Water siphoned from the lakes accounts for 66 per cent of the system's current volume but that equipment has not been tested in icing conditions
Chapman Lake as seen Oct. 14, 2022.

As overnight temperatures dip to single digits in Coast communities, they hover near the freezing mark at Chapman and Edwards Lake. That’s a supply concern for the already stressed Chapman water system. Water being siphoned from the lakes accounts for 66 per cent of the system's current volume. But that equipment has not be tested in icing conditions, according to the water supply update provided to the Sunshine Coast Regional District (SCRD) Board at its Oct. 13 meeting.

Priority actions to maintain supplies

The update, presented by manager of infrastructure Remko Rosenboom, detailed a list of initiatives and three priorities SCRD staff are pursuing to keep water flowing to the 90 per cent of Coast residents who rely on that system. Continuing warmer-than-average daytime temperatures and no significant rainfall since July 6, has had system users under severe water restrictions since Aug. 31.

Firstly, Rosenboom stated that within days, a response is expected from the province on a request to reduce the amount of water released into Chapman Creek for environmental flows from 200 to 160 litres per second. That would retain lake supply for the drinking water system. Every 2.5 days such a reduction is allowed would meet one day of water demands, as conservation by system users has brought daily consumption down to the 9.5 million litre mark.

A second action would see the recently installed siphons at Edwards Lake re-positioned. The supply update stated “moving up to five siphons into the dam spillway will reduce the high point in the siphon and may allow access to more water. There is currently an additional approximate of 500,000 cubic meters of water authorized to be diverted that cannot be accessed with the current system.”   

Other supply increase measures under consideration are accessing water from Trout Lake, the addition of pumps at Chapman Lake, early partial commissioning of the Church Road well field, and trucking of water from other Coast sources. 

Trout Lake

Trout Lake is available to provide supply in the Halfmoon Bay area as and when needed, according to an Oct. 14 SCRD water update.
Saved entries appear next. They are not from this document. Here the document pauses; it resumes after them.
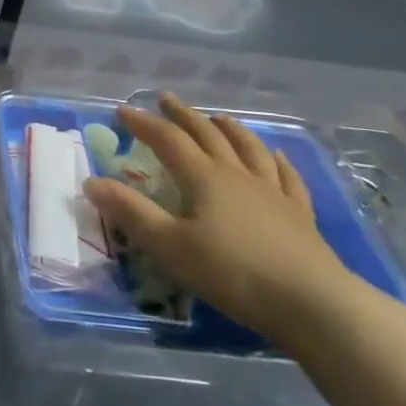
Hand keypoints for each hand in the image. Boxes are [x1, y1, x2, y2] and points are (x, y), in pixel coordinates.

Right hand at [82, 94, 355, 342]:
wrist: (314, 305)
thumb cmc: (233, 273)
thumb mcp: (170, 246)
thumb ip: (130, 212)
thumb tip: (91, 182)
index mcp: (204, 178)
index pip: (168, 140)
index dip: (143, 123)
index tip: (122, 110)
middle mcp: (237, 175)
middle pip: (207, 135)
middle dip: (184, 115)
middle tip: (167, 99)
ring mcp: (273, 192)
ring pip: (248, 148)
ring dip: (229, 129)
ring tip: (218, 117)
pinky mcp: (300, 215)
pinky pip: (287, 177)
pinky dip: (277, 160)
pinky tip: (275, 155)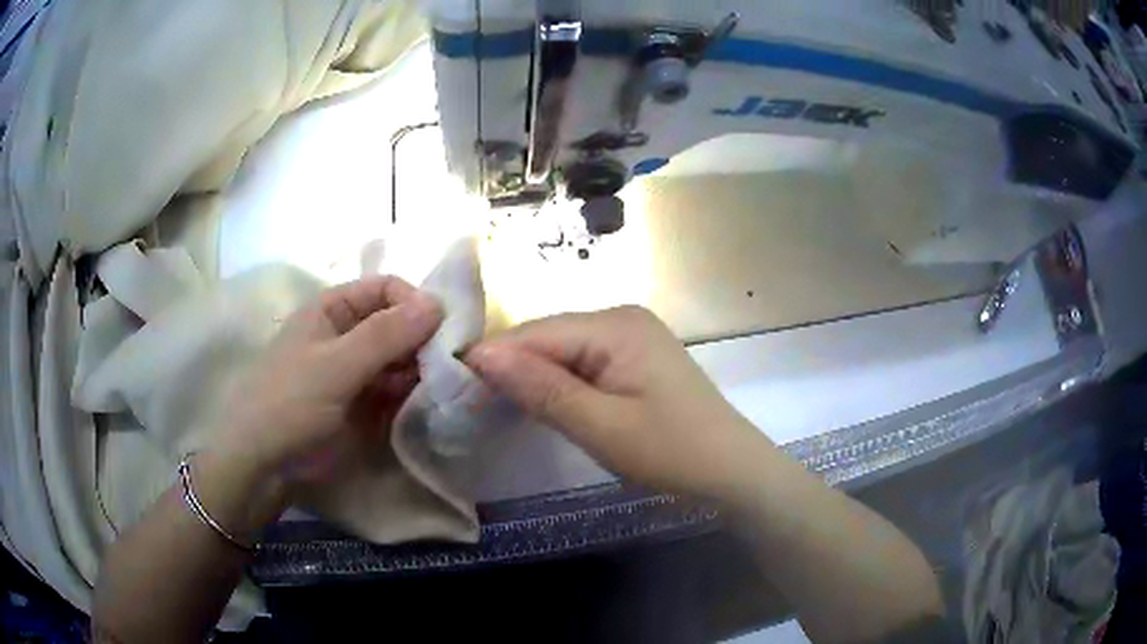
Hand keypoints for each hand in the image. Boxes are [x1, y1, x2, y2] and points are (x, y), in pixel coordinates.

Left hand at [217, 275, 442, 479]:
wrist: (264, 464)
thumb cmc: (289, 403)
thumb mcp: (334, 366)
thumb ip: (385, 336)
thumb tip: (438, 302)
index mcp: (333, 310)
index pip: (386, 289)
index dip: (415, 303)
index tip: (443, 331)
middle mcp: (347, 334)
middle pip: (397, 324)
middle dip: (423, 341)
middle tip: (448, 367)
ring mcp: (356, 371)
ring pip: (400, 359)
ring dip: (421, 370)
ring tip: (439, 390)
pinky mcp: (363, 404)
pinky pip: (396, 390)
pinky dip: (412, 395)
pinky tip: (425, 406)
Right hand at [465, 306, 769, 498]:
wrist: (732, 472)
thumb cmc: (670, 452)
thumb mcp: (601, 427)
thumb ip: (542, 389)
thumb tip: (481, 355)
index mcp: (615, 325)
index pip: (536, 333)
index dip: (494, 358)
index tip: (454, 388)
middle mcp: (622, 317)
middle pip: (548, 337)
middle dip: (511, 367)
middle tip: (471, 403)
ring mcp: (631, 336)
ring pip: (563, 349)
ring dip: (532, 375)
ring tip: (496, 404)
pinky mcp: (636, 358)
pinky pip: (583, 361)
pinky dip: (558, 381)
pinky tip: (541, 400)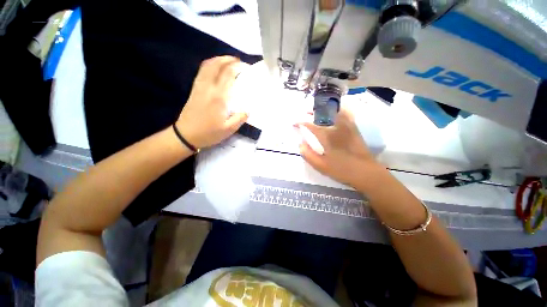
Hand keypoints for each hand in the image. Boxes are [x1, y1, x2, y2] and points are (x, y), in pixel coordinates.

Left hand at [176, 56, 249, 148]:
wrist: (186, 134)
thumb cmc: (209, 133)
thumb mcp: (228, 130)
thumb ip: (240, 118)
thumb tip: (248, 110)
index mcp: (219, 97)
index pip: (228, 74)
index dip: (237, 67)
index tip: (246, 67)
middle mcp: (209, 88)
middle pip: (217, 65)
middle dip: (228, 59)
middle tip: (238, 61)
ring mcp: (200, 86)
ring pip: (208, 65)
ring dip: (219, 59)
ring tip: (228, 60)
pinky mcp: (194, 88)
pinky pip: (202, 71)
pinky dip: (210, 64)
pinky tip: (215, 67)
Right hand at [297, 108, 383, 186]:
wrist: (365, 172)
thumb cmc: (341, 170)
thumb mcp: (321, 166)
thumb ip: (308, 154)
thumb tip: (300, 144)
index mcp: (327, 136)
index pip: (310, 125)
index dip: (301, 123)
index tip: (294, 123)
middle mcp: (336, 127)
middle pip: (323, 114)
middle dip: (312, 111)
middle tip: (306, 112)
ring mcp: (347, 126)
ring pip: (335, 111)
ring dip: (324, 109)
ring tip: (318, 110)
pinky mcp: (354, 129)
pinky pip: (346, 114)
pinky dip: (339, 110)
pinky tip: (335, 112)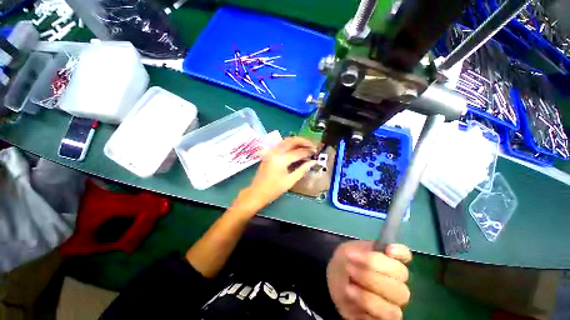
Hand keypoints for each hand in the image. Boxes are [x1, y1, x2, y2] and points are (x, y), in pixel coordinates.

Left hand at [233, 137, 315, 212]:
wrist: (257, 192)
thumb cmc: (274, 189)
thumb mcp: (290, 181)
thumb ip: (302, 169)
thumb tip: (313, 162)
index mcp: (281, 160)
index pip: (298, 152)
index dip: (308, 151)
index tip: (316, 152)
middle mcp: (275, 152)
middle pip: (291, 141)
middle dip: (303, 141)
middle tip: (312, 145)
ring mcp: (270, 151)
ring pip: (285, 140)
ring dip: (296, 141)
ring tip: (306, 145)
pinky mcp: (269, 153)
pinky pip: (281, 144)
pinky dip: (289, 143)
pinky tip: (295, 147)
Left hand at [327, 241, 411, 319]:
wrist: (334, 278)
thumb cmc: (345, 261)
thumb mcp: (349, 252)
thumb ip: (366, 252)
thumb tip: (386, 250)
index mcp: (387, 261)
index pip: (404, 255)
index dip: (401, 253)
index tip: (389, 250)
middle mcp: (395, 282)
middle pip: (400, 285)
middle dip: (372, 276)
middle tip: (349, 268)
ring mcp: (392, 303)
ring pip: (394, 309)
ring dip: (368, 297)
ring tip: (349, 286)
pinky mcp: (382, 319)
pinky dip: (366, 310)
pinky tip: (353, 299)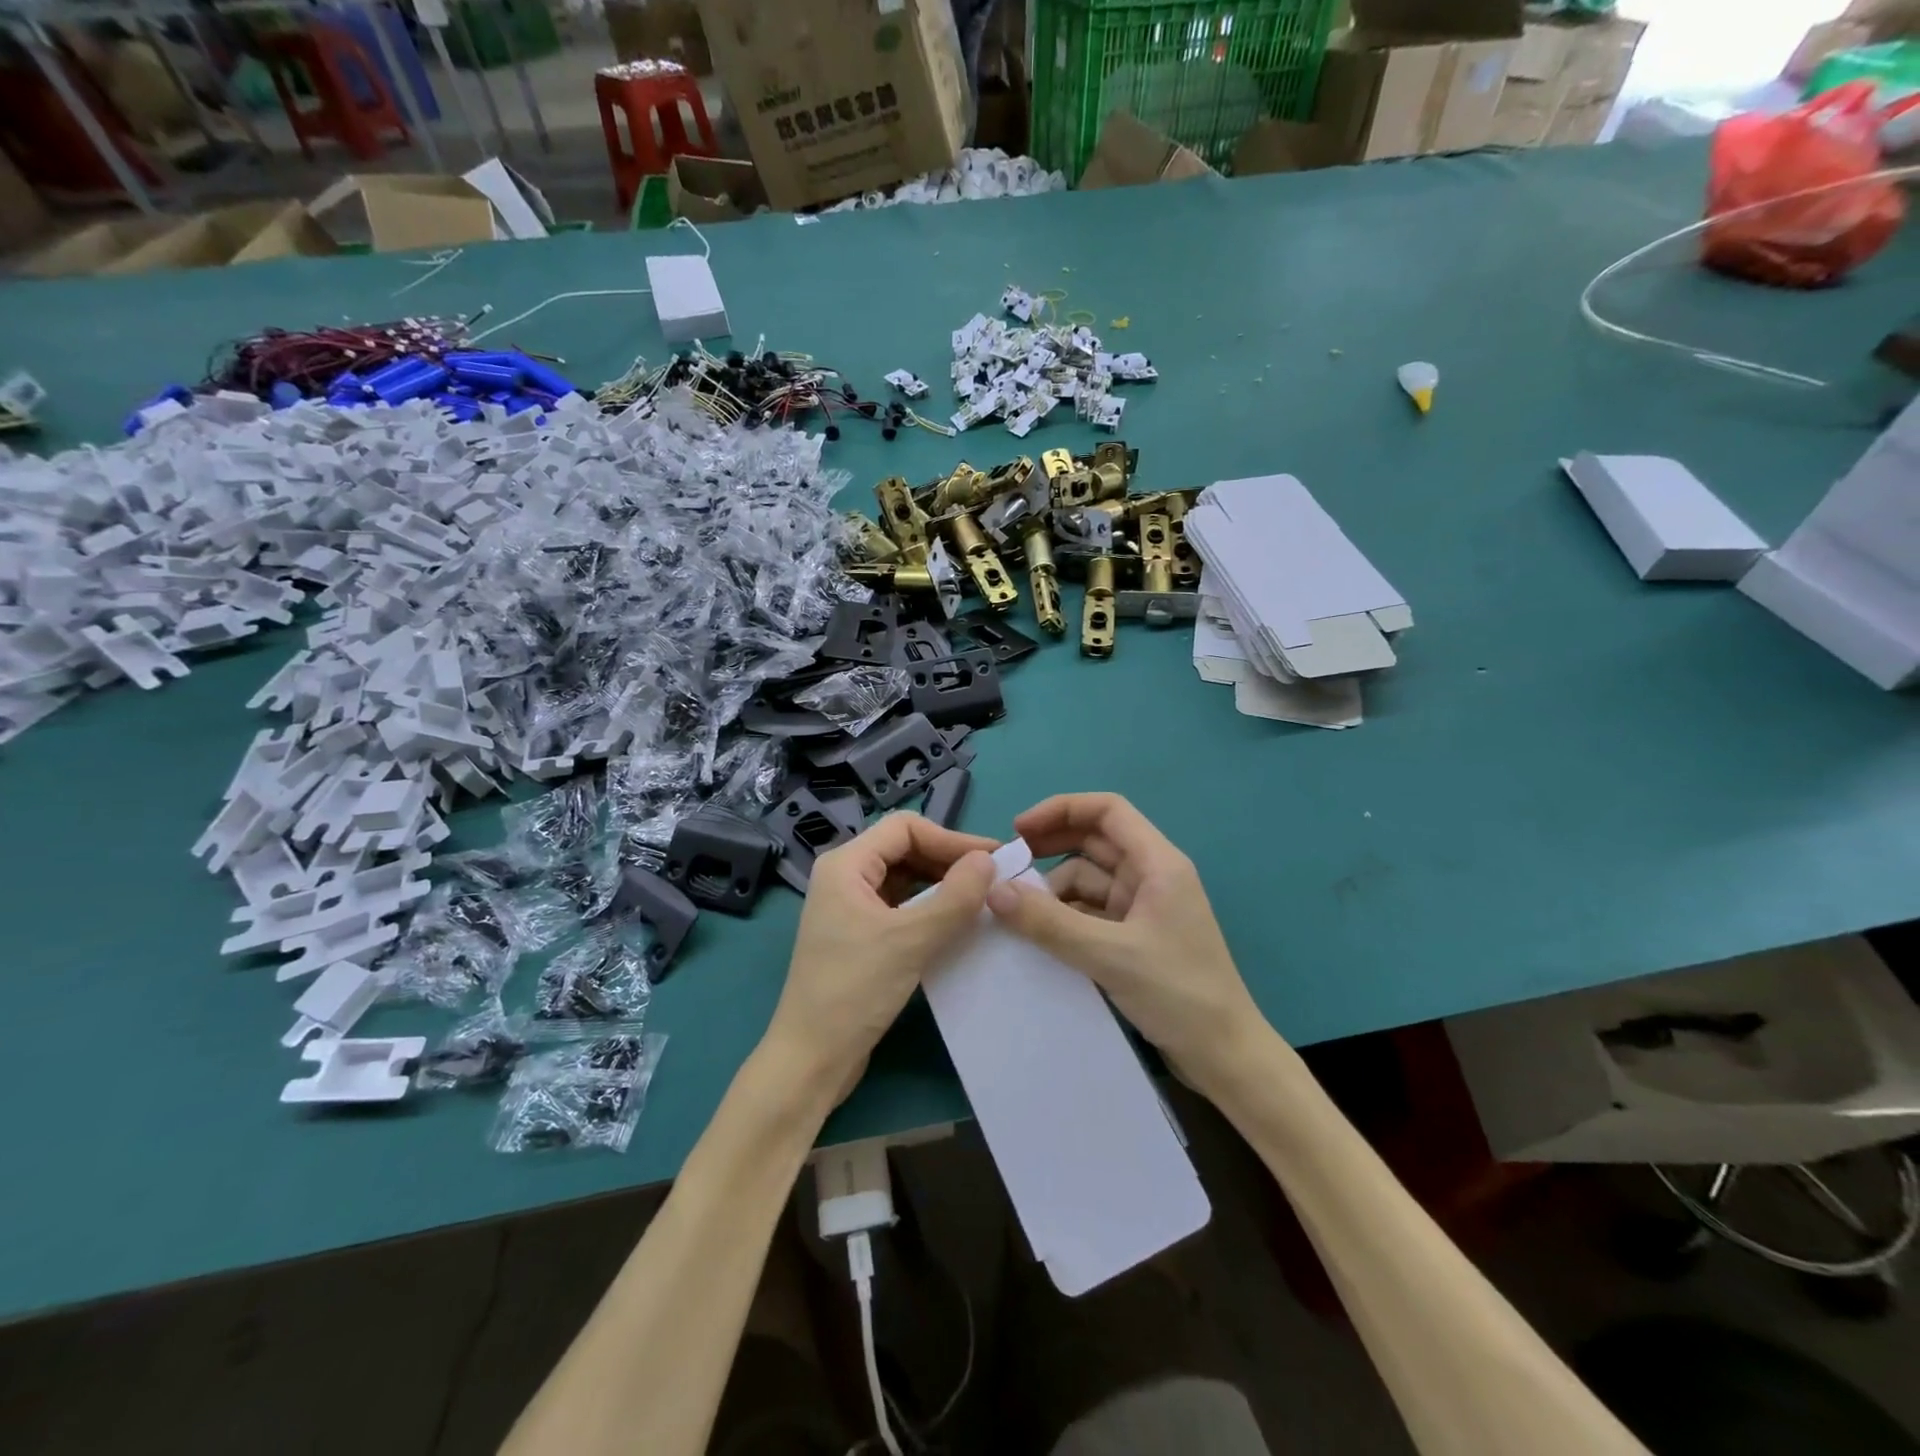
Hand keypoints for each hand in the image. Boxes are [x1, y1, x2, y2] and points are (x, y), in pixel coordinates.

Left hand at [765, 813, 997, 1101]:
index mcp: (845, 865)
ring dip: (942, 885)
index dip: (951, 838)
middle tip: (994, 879)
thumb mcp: (910, 941)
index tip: (992, 858)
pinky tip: (957, 923)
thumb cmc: (854, 991)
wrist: (811, 1059)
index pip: (905, 828)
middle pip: (905, 850)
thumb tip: (989, 861)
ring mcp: (851, 907)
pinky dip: (929, 909)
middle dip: (949, 860)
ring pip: (905, 879)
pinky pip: (901, 907)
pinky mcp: (860, 935)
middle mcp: (845, 877)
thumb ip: (954, 897)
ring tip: (981, 899)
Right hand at [985, 793, 1268, 1098]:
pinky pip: (1091, 912)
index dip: (1062, 809)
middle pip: (1095, 841)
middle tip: (1007, 865)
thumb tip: (993, 892)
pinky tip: (1039, 934)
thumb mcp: (1109, 955)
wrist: (1224, 1056)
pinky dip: (1064, 916)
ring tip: (1016, 911)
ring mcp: (1143, 907)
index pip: (1107, 810)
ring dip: (1054, 888)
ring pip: (1088, 879)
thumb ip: (1049, 922)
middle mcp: (1151, 876)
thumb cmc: (1178, 993)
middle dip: (1051, 846)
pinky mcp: (1135, 937)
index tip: (1019, 830)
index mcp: (1158, 863)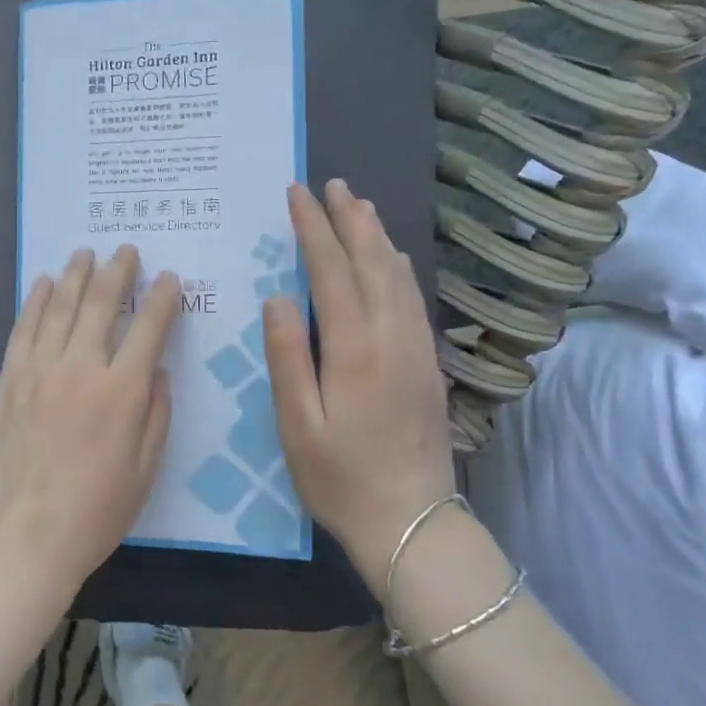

However, if that water source is brought online, the residences accessing that water will have a boil water advisory. "The SCRD will communicate any boil water advisory broadly, both through local media and in the communities where boil water advisories may be necessary," said the update. 

Bans on some business uses possible

Further restrictions on water use were cited by Rosenboom as a third measure being explored to maintain community supply. That would require the board to declare a state of local emergency, (SOLE) building on the Emergency Operations Centre, which the SCRD activated on Sept. 27.

Banning use of drinking water for alcoholic beverage or cement production were examples provided of new measures that could be considered with a SOLE in place. The director also noted that with a SOLE in place, the SCRD would have the authority to access private properties to address water leaks. 

Speaking to the level of water conservation being practiced in the community, Rosenboom said staff are thankful for the efforts to date, but that with the continuing drought conditions ”status quo is not good enough.”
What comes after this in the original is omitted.